Contents. In agriculture, inventories change regularly. Although losing a building can be devastating, replacing the contents after a disaster can also cause financial stress. Contents are usually covered under "business personal property."

Premiums. When it comes to insurance, it is not about the cost of insurance; it is the rate of insurance. Do not be tempted to simply find the policy with the lowest premium. When comparing policies, make sure you compare policies with equivalent coverage types, rates, values, deductibles, etc.

Deductible. A deductible is an amount the policyholder is responsible for paying for a qualified loss before insurance kicks in. For example, if your deductible is $1,000, you must pay that amount before the insurance company pays the remaining indemnity. Sometimes, deductibles are expressed as a percentage of the insured value, i.e. 1%.
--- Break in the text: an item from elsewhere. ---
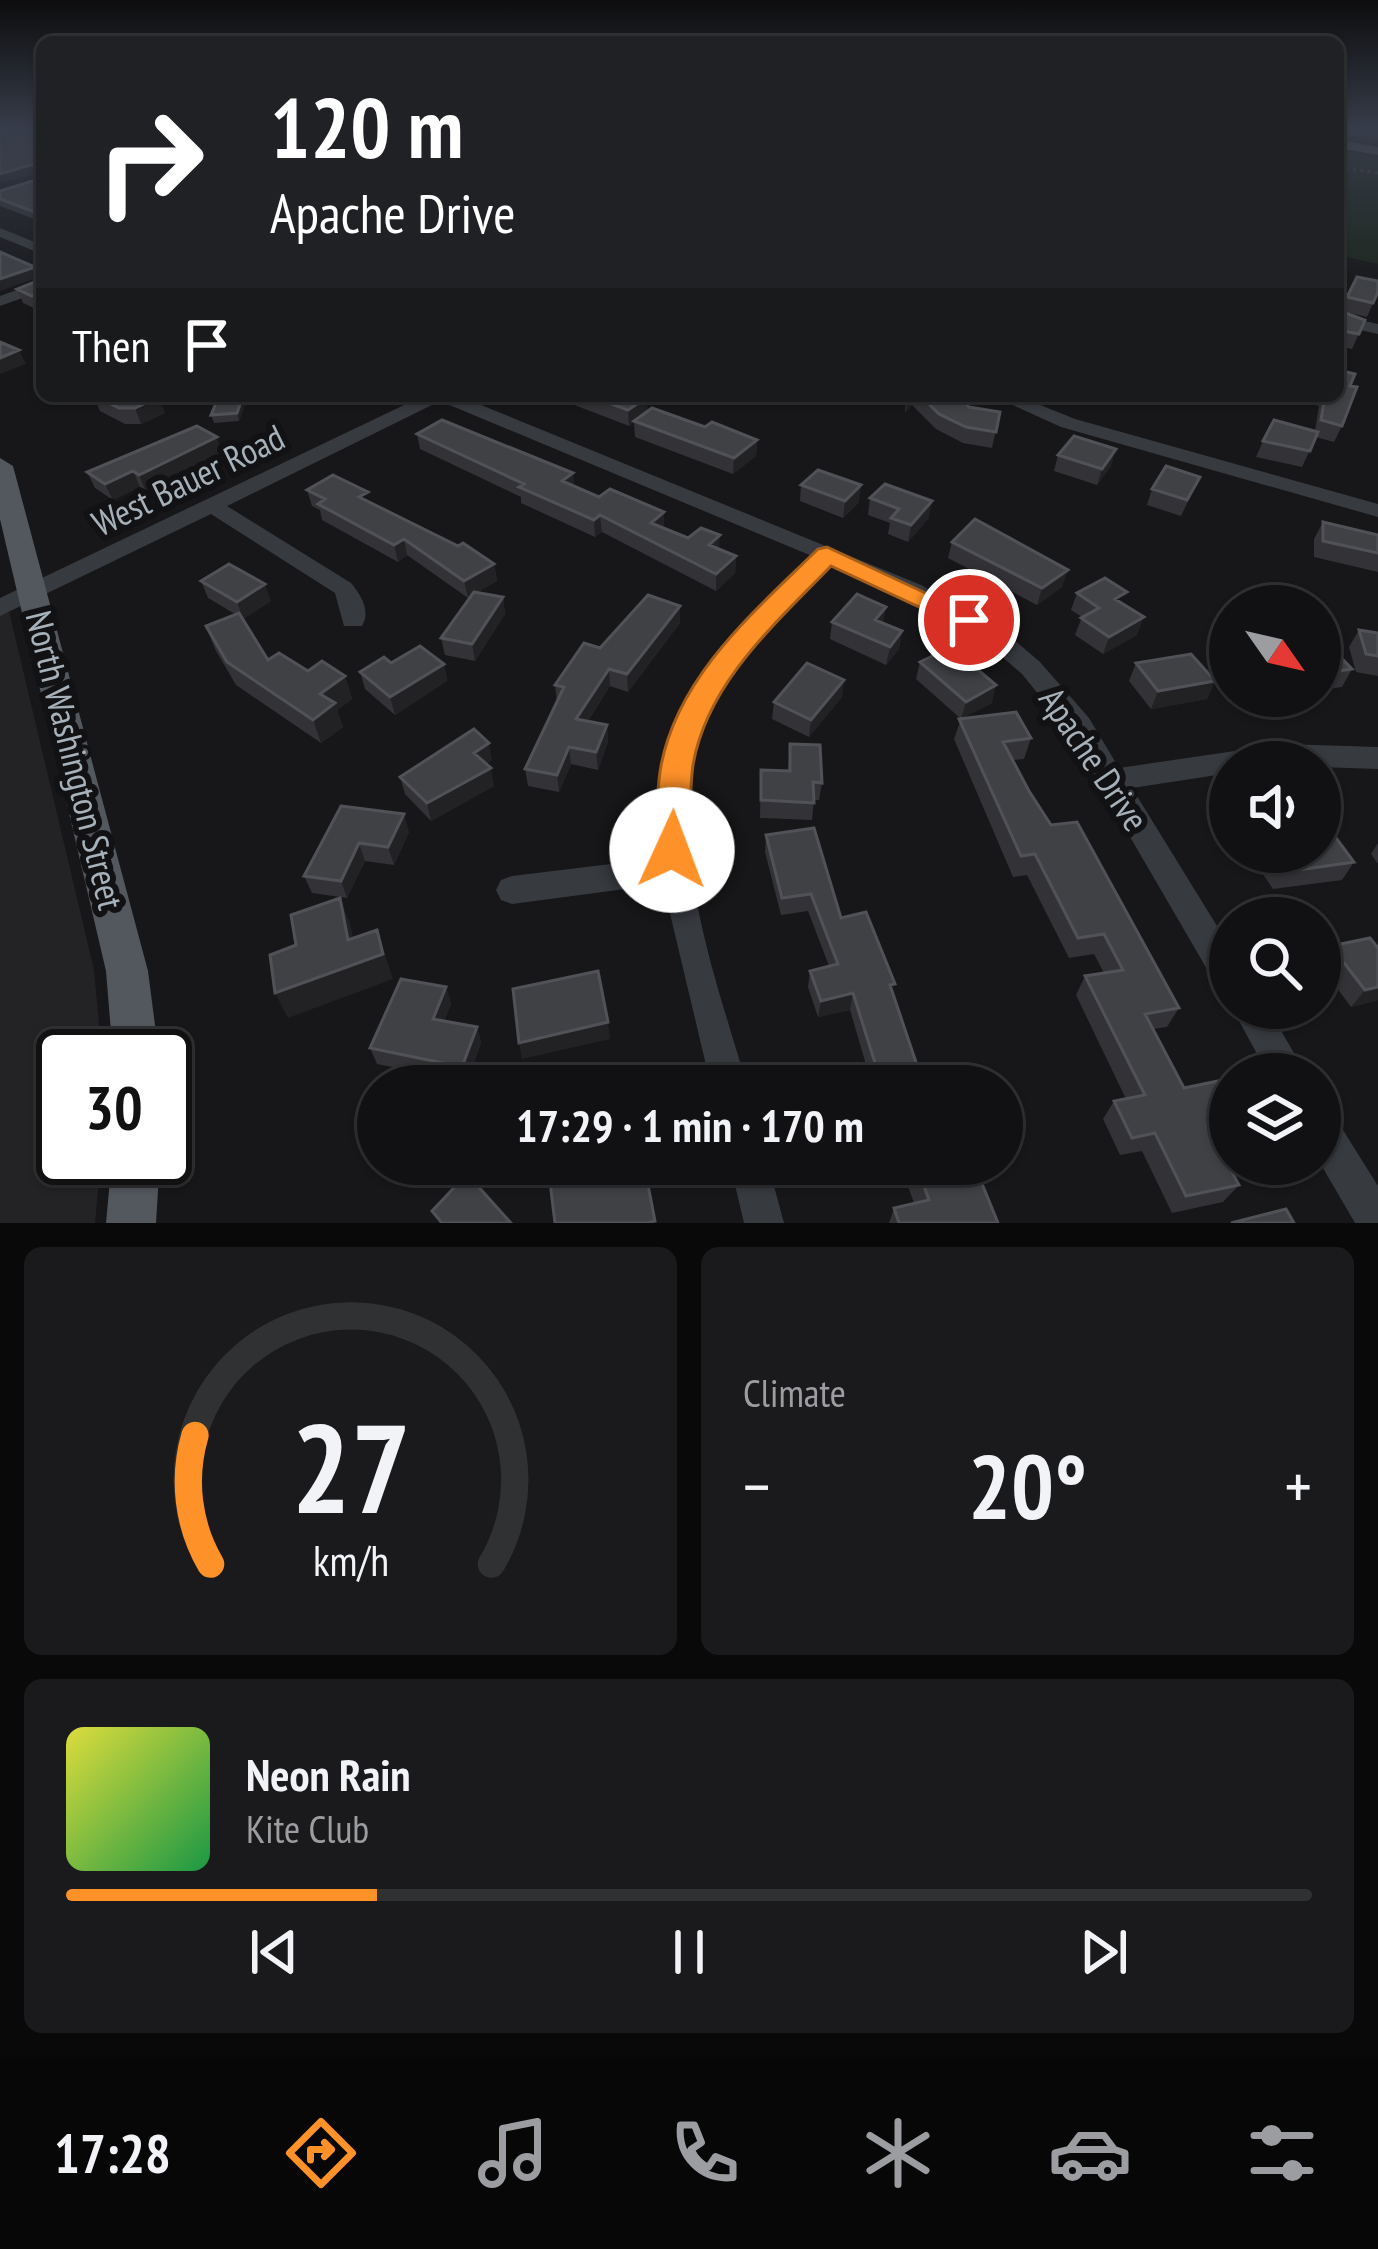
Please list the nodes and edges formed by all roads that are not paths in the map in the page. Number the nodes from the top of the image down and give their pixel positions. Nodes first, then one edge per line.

Deductibles may also be different depending on the peril such as wind or hail. The deductible amount is selected by the policyholder at the time of purchase and can be changed. Usually, the higher the deductible, the lower the premium.

Strategically position your operation to survive rare, financially devastating events. Work with your agent to tailor your insurance portfolio to your exposure.

Walters is a Nebraska Extension grain marketing specialist, and Groskopf is a Nebraska Extension agriculture economist. Both are with the UNL Center for Agricultural Profitability.